At vero eos et accusamus et iusto odio dignissimos ducimus qui blanditiis praesentium voluptatum deleniti atque corrupti quos dolores et quas molestias excepturi sint occaecati cupiditate non provident, similique sunt in culpa qui officia deserunt mollitia animi, id est laborum et dolorum fuga. Et harum quidem rerum facilis est et expedita distinctio. Nam libero tempore, cum soluta nobis est eligendi optio cumque nihil impedit quo minus id quod maxime placeat facere possimus, omnis voluptas assumenda est, omnis dolor repellendus. Itaque earum rerum hic tenetur a sapiente delectus, ut aut reiciendis voluptatibus maiores alias consequatur aut perferendis doloribus asperiores repellat.
so do we solve it following way 1) distance/speed = time : 1 lightyear = 9.44x1015m (9.44*10^15)*4 / .8 so from this point, do we use time dilation ?
Assuming thats .8 c, then sure.
and take the return trip into account, too.
How much time does the trip take according to Mary? this is one without time dilation
No time dilation, but consider length contraction.
so one frame has lenght contraction while other have time dilation?
yep, but they don't cancel each other -- they make the disagreement even worse, right?
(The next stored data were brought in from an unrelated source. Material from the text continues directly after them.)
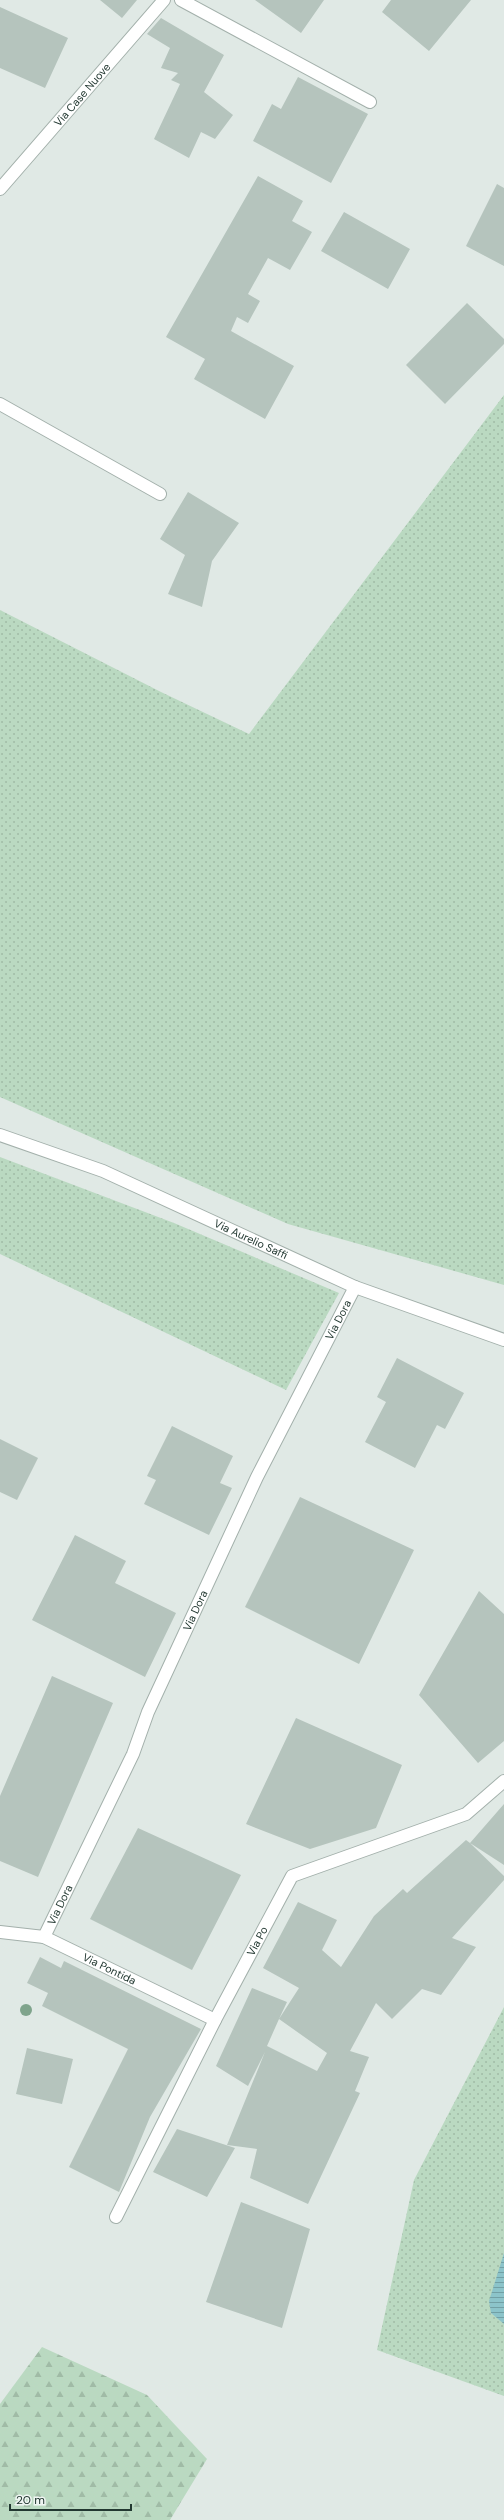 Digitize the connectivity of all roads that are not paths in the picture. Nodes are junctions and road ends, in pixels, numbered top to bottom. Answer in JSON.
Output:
{"nodes":[{"id":1,"x":164,"y":0,"type":"edge"},
{"id":2,"x":181,"y":0,"type":"edge"},
{"id":3,"x":370,"y":102,"type":"dead end"},
{"id":4,"x":0,"y":188,"type":"edge"},
{"id":5,"x":0,"y":404,"type":"edge"},
{"id":6,"x":160,"y":494,"type":"dead end"},
{"id":7,"x":0,"y":1135,"type":"edge"},
{"id":8,"x":355,"y":1287,"type":"junction"},
{"id":9,"x":504,"y":1340,"type":"edge"},
{"id":10,"x":504,"y":1781,"type":"edge"},
{"id":11,"x":0,"y":1932,"type":"edge"},
{"id":12,"x":44,"y":1937,"type":"junction"},
{"id":13,"x":215,"y":2020,"type":"junction"},
{"id":14,"x":116,"y":2218,"type":"dead end"}],
"edges":[{"from":1,"to":4,"type":"street","name":"Via Case Nuove"},
{"from":2,"to":3,"type":"street"},
{"from":5,"to":6,"type":"street"},
{"from":7,"to":8,"type":"street","name":"Via Aurelio Saffi"},
{"from":8,"to":9,"type":"street","name":"Via Aurelio Saffi"},
{"from":8,"to":12,"type":"street","name":"Via Dora"},
{"from":10,"to":13,"type":"street","name":"Via Po"},
{"from":11,"to":12,"type":"street","name":"Via Pontida"},
{"from":12,"to":13,"type":"street","name":"Via Pontida"},
{"from":13,"to":14,"type":"street","name":"Via Po"}]}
I see, this is quite involved
Hey I was re-browsing through this and I realized I read too quickly and misunderstood what was being asked -- The first thing you did was calculate how long the trip would take for the traveling twin from the perspective of somebody on earth. If you want how much time passes for the twin on earth, then you shouldn't do the time dilation. I thought you were trying to show that both the traveling twin and the twin on earth would agree on the discrepancy, which they would (one using time dilation and the other using length contraction).
Sorry about that.
a) How much time does the trip take according to Frank? no time dilation or lenght contraction b) How much time does the trip take according to Mary? there would be time dilation
Right. The issue is you could do the calculation from either reference frame and you'd get the same answer. For example: Frank's calculation: "this is the time that would pass on my clock" t = 2d / v "but mary would see a contracted length, so she'd measure" t = 2d/gamma*v on the other hand, we could calculate it from mary's frame: "I would see a contracted length, so my time would be" t = 2d/gamma*v "but frank's clock would be time dilated, so he'd measure" t' = gamma*t = 2d/v See what I mean?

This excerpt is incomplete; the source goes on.